The Honorable Tom Vilsack
Governor of Iowa
State Capitol
1007 East Grand Avenue
Des Moines, IA 50319

RE:  HF 22 Joint Physical Care

Dear Governor Vilsack:

On behalf of all Iowans, I respectfully urge you to veto HF 22 – Joint Physical Care.  At its meeting on April 16, 2004, the Family Law Section of the Iowa State Bar Association considered the Act, formerly known as HF 22, which has been passed by both houses and awaits your determination.  The Family Law Section voted unanimously, except for one member, to recommend a veto of this legislation.    The committee's view is that the Act creates a passive presumption of shared joint physical care and that passive presumption is not consistent with the standards of best interest of a child.  

The best interest of a child is essentially a legal question of  "what does this child need and how can these parents contribute to this child's needs?"  By creating a presumption of joint physical care, there is an implied idea that a child is a calendar.  Physical care is in reality an award of the right to maintain a child's primary residence.  Certainly a child needs two parents after divorce.  Joint physical care does not assure that right in any particular regard.  Where parents are able to maintain two primary residences, consistent schedules, shift the quantity of time between homes as a child's needs, activities and stages of development require, shared physical care certainly is a good option for parents who have good communications.  
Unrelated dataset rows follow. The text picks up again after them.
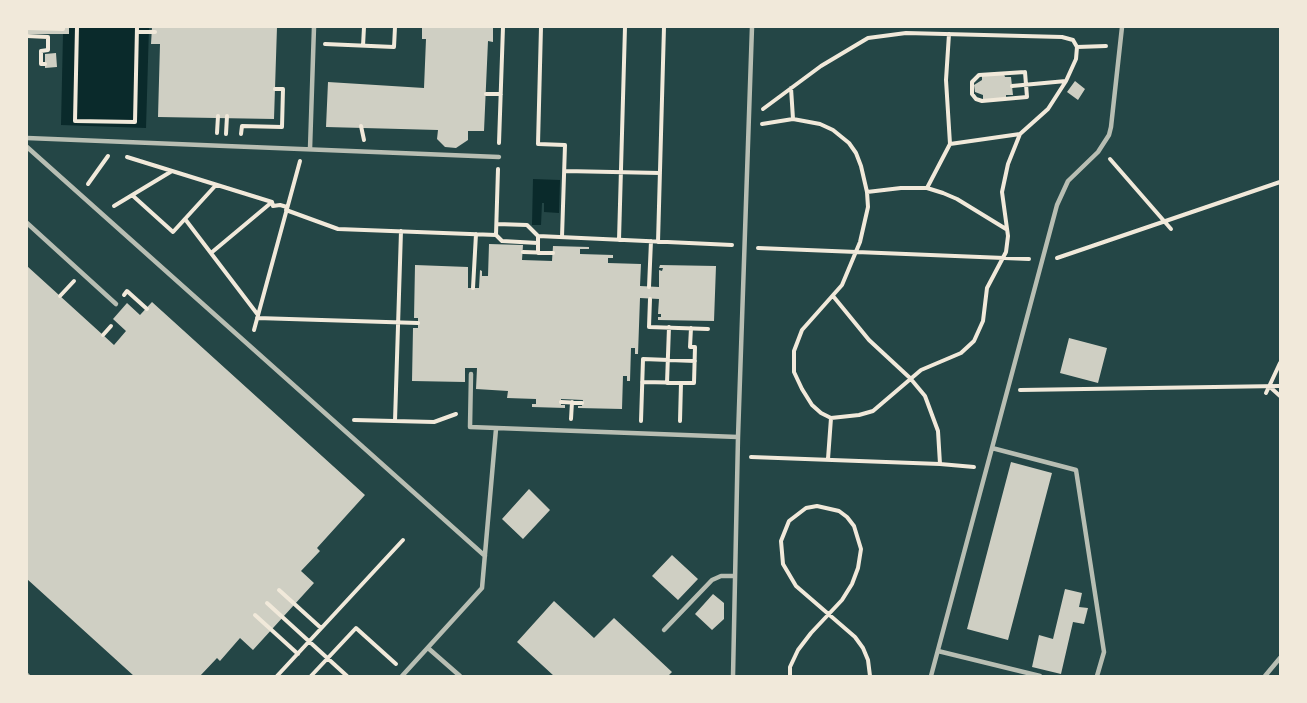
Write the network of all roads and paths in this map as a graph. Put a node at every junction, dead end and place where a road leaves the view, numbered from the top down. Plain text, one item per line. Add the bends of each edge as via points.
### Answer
1 (63, 27) edge
2 (77, 27) edge
3 (314, 27) edge
4 (364, 27) edge
5 (395, 27) edge
6 (503, 27) edge
7 (541, 27) edge
8 (625, 27) edge
9 (664, 27) edge
10 (752, 27) edge
11 (1122, 27) edge
12 (27, 28) edge
13 (137, 29) edge
14 (155, 32) dead end
15 (949, 34) junction
16 (27, 36) edge
17 (314, 44) junction
18 (363, 46) junction
19 (1120, 46) junction
20 (1077, 47) junction
21 (45, 64) dead end
22 (1066, 81) junction
23 (1026, 84) junction
24 (1012, 86) dead end
25 (790, 88) junction
26 (275, 89) dead end
27 (486, 94) dead end
28 (501, 94) junction
29 (218, 116) dead end
30 (227, 116) dead end
31 (749, 118) junction
32 (793, 119) junction
33 (135, 122) junction
34 (242, 126) dead end
35 (749, 127) junction
36 (217, 129) dead end
37 (226, 130) dead end
38 (362, 130) dead end
39 (1020, 134) junction
40 (359, 136) dead end
41 (27, 138) edge
42 (134, 142) junction
43 (950, 144) junction
44 (27, 147) edge
45 (1101, 148) junction
46 (101, 149) dead end
47 (303, 149) junction
48 (310, 149) junction
49 (118, 154) dead end
50 (499, 157) junction
51 (134, 159) junction
52 (172, 171) junction
53 (564, 171) junction
54 (621, 172) junction
55 (660, 173) junction
56 (1280, 182) edge
57 (216, 184) junction
58 (927, 189) junction
59 (867, 192) junction
60 (81, 195) junction
61 (132, 195) junction
62 (272, 202) junction
63 (287, 209) junction
64 (102, 214) junction
65 (185, 219) junction
66 (1165, 222) junction
67 (27, 223) edge
68 (496, 224) junction
69 (1006, 229) junction
70 (1171, 229) dead end
71 (401, 231) junction
72 (476, 234) junction
73 (496, 235) junction
74 (538, 236) junction
75 (562, 237) junction
76 (619, 240) junction
77 (651, 241) junction
78 (658, 242) junction
79 (538, 243) junction
80 (745, 247) junction
81 (523, 252) dead end
82 (856, 252) junction
83 (211, 253) junction
84 (538, 253) junction
85 (553, 253) dead end
86 (1004, 258) junction
87 (1043, 259) junction
88 (650, 287) dead end
89 (473, 288) dead end
90 (833, 296) junction
91 (650, 299) dead end
92 (116, 304) dead end
93 (258, 317) junction
94 (398, 322) junction
95 (418, 323) dead end
96 (111, 326) dead end
97 (669, 327) junction
98 (691, 328) junction
99 (708, 329) dead end
100 (103, 335) dead end
101 (250, 345) junction
102 (668, 360) junction
103 (694, 361) junction
104 (1280, 363) edge
105 (471, 374) dead end
106 (910, 378) junction
107 (642, 382) junction
108 (667, 383) junction
109 (681, 383) junction
110 (1270, 386) junction
111 (1279, 386) edge
112 (1007, 390) junction
113 (1266, 393) dead end
114 (1280, 396) edge
115 (561, 402) dead end
116 (572, 402) junction
117 (582, 403) dead end
118 (470, 407) junction
119 (571, 417) dead end
120 (831, 418) junction
121 (333, 419) junction
122 (395, 421) junction
123 (496, 429) junction
124 (640, 434) junction
125 (679, 435) junction
126 (738, 437) junction
127 (992, 448) junction
128 (738, 457) junction
129 (828, 459) junction
130 (940, 464) junction
131 (987, 469) junction
132 (403, 540) dead end
133 (485, 556) junction
134 (735, 576) junction
135 (279, 590) dead end
136 (267, 603) dead end
137 (255, 615) dead end
138 (321, 628) junction
139 (664, 630) dead end
140 (309, 641) junction
141 (428, 648) junction
142 (938, 651) junction
143 (297, 654) junction
144 (328, 658) junction
145 (1280, 658) edge
146 (404, 674) edge
147 (277, 676) edge
148 (311, 676) edge
149 (347, 676) edge
150 (460, 676) edge
151 (733, 676) edge
152 (790, 676) edge
153 (870, 676) edge
154 (931, 676) edge
155 (1040, 676) edge
156 (1098, 676) edge
157 (1265, 676) edge

1 - 12 path
2 - 33 path via 75,121
3 - 17 lane
4 - 18 path
5 - 18 path via 394,47
6 - 28 path
7 - 53 path via 538,144 565,145
8 - 54 path
9 - 55 path
10 - 31 lane
11 - 19 lane
13 - 14 path
13 - 33 path
15 - 20 path via 1062,37 1073,40
15 - 25 path via 906,33 868,38
15 - 43 path via 946,80
16 - 21 path via 48,36 48,50 41,51 41,64
17 - 18 path
17 - 48 lane
19 - 20 path
19 - 45 lane via 1113,120
20 - 22 path
22 - 23 path
22 - 39 path via 1048,109
23 - 23 path via 1027,97 982,100 976,99 970,88 979,75 1025,72
23 - 24 path
25 - 31 path
25 - 32 path
26 - 34 path via 283,89 282,127
27 - 28 path
28 - 50 path
29 - 36 path
30 - 37 path
31 - 35 lane
32 - 35 path
32 - 59 path via 820,124 849,143 861,166
33 - 42 path
35 - 80 lane
38 - 40 path
39 - 43 path
39 - 69 path via 1004,178 1002,204
41 - 42 lane
42 - 47 lane
42 - 51 path
43 - 58 path
44 - 60 lane
45 - 66 path
45 - 87 lane via 1068,181 1057,205
46 - 60 path via 110,152
47 - 48 lane
47 - 63 path
48 - 50 lane
49 - 51 path
50 - 68 path
51 - 52 path
52 - 57 path
52 - 61 path
53 - 54 path
53 - 75 path
54 - 55 path
54 - 76 path
55 - 78 path
56 - 66 path
57 - 62 path
57 - 65 path
58 - 59 path
58 - 69 path via 957,199
59 - 82 path via 866,218
60 - 64 lane
61 - 64 path
61 - 65 path via 173,232
62 - 63 path via 273,206
62 - 83 path
63 - 71 path via 338,228
63 - 93 path
64 - 101 lane
65 - 83 path
66 - 70 path
66 - 87 path via 1053,260
67 - 92 lane
68 - 73 path
68 - 74 path via 527,225
69 - 86 path via 1008,244
71 - 72 path
71 - 94 path
72 - 73 path
72 - 89 path
73 - 79 path via 502,242
74 - 75 path
74 - 79 path
75 - 76 path
76 - 77 path
77 - 78 path
77 - 88 path
78 - 80 path
79 - 84 path
80 - 82 path
80 - 126 lane
81 - 84 path
82 - 86 path
82 - 90 path
83 - 93 path
84 - 85 path
86 - 87 path
86 - 106 path via 987,288 983,321 974,341 961,353
87 - 112 lane
90 - 106 path via 869,340
90 - 120 path via 802,330 794,351 797,381 806,398
91 - 97 path via 649,327
93 - 94 path
93 - 101 path
94 - 95 path
94 - 122 path
96 - 100 path
97 - 98 path
97 - 102 path
98 - 99 path
98 - 103 path
101 - 121 lane
102 - 103 path
102 - 107 path via 643,359
102 - 108 path
103 - 109 path via 694,383
104 - 110 path
105 - 118 lane
106 - 120 path via 873,411
106 - 130 path via 925,396 936,423
107 - 108 path
107 - 124 path
108 - 109 path
109 - 125 path
110 - 111 path
110 - 112 path
110 - 113 path
110 - 114 path
112 - 127 lane
115 - 116 path
116 - 117 path
116 - 119 path
118 - 122 path via 434,422
118 - 123 lane via 470,427
120 - 129 path
121 - 122 path
121 - 133 lane
123 - 124 lane
123 - 133 lane
124 - 125 lane
125 - 126 lane
126 - 128 lane
127 - 131 lane
127 - 156 lane via 1076,470 1104,652
128 - 129 path
128 - 134 lane
129 - 130 path
130 - 131 path
131 - 142 lane
132 - 138 path
133 - 141 lane via 482,588
134 - 139 lane via 712,580
134 - 151 lane
135 - 138 path
136 - 140 path
137 - 143 path
138 - 140 path
140 - 143 path
140 - 144 path
141 - 146 lane
141 - 150 lane
142 - 154 lane
142 - 155 lane
143 - 147 path
144 - 146 path via 356,628
144 - 148 path
144 - 149 path
145 - 157 lane
152 - 153 path via 798,650 811,633 826,616 834,608 842,600 858,568 861,549 854,526 839,510 817,506 806,508 789,521 781,541 783,564 796,586 821,608 830,615 838,623 855,637 868,660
Shared physical care ought to be an option that the courts should approve if reached by agreement between the parents.  There was a concern under current judicial practice that judges were rejecting joint physical care even though the parents had agreed.   The Family Law Section believes that a parenting plan which provides for joint physical care ought to be approved by the court unless a court finds it contrary to the best interest of a child to order shared physical care.  

HF 22 created a passive presumption of joint physical care.   This does not allow the court to inquire appropriately into the best interests of a child and make a good determination based on a careful fact review.

The Family Law Section and the ISBA urges a veto of this bill.  

You should be aware that the Family Law Section intends to take up a careful review of parenting plans and the appropriateness of joint physical care and, hopefully, make recommendations to the 2005 legislative session.

This legislation is not beneficial to Iowans and I urge your veto.

Very truly yours,



KEVIN H. COLLINS

[email protected]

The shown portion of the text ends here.